The precise nature of my confinement gradually became clear to me. The back of my head – seemingly intact, though I would have otherwise supposed that the blow to it had left fragments on the floor of Fexton's room jostled against the planks of a small cart, sparking a fresh throb of pain with each cobblestone under the creaking wheels. My hands were trussed behind me; against each shoulder another body was pressed tight – the cold forms of Fexton and the Brown Leather Man, I guessed them to be. A rough cover of sacking had been thrown across the faces of the living and the dead, to shield us from the inquiring eyes of any who might look out their windows upon us as we made our progress through the night-clad city. A few times I heard the abducting ruffians murmur to each other from their perch behind the reins.

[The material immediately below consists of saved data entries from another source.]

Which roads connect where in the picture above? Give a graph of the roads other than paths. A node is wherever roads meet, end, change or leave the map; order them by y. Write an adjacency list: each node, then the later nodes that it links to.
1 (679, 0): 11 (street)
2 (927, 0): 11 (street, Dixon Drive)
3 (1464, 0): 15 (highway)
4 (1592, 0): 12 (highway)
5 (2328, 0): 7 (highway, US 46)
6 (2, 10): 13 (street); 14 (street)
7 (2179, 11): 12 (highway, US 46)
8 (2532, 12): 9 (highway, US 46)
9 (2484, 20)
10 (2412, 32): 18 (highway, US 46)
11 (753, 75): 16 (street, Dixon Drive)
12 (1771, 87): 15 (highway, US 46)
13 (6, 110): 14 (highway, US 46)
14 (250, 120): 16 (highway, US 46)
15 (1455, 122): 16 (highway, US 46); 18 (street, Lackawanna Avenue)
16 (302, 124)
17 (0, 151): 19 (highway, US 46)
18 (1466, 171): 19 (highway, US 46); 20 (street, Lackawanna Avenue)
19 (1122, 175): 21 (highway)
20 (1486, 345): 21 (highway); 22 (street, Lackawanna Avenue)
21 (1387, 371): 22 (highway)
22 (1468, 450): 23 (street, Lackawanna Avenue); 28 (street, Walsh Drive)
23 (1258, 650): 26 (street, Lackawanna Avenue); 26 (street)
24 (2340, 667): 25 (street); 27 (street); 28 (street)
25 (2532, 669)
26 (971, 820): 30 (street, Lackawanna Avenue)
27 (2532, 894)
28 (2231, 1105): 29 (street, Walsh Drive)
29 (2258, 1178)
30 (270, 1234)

A softer murmur of lapping water, and a change in the air filtering through the stiff cloth over my face, signalled our approach to the riverside. The cart came to a halt, shifting slightly when the two men clambered down. From the hollow strike of their boots I surmised that we were on a wharf somewhere in the city's docklands.
I was fully conscious by this point, my thoughts scurrying to find some exit from my predicament. Whatever curiosity I had once had concerning the affairs of either of the deceased who shared the cart-bed with me, was now extinguished entire. Though I had, through my amateur investigations, discovered less than nothing, with a net result of more mystification than that which I had commenced, I was now perfectly willing to accept continuing ignorance of these matters' explanations as my lot. Surely these men had no malice against me specifically; I was but an inconvenient witness to their unsavoury transactions. I desperately attempted to indicate my willingness to blank my mind of what I had seen, allowing them to go about their business with no fear of scrutiny from myself or any of the constabulary I might have otherwise alerted, but my assuring words were stifled by the wadded rag.
'Here, you,' said one of them, prodding me through the sacking. 'Stop gargling about like that.'
I did not heed this admonishment, instead redoubling my thrashing efforts at communication. The ensuing noises earned me a clout on the head that left me dazed and silent, but still cognizant of events around me.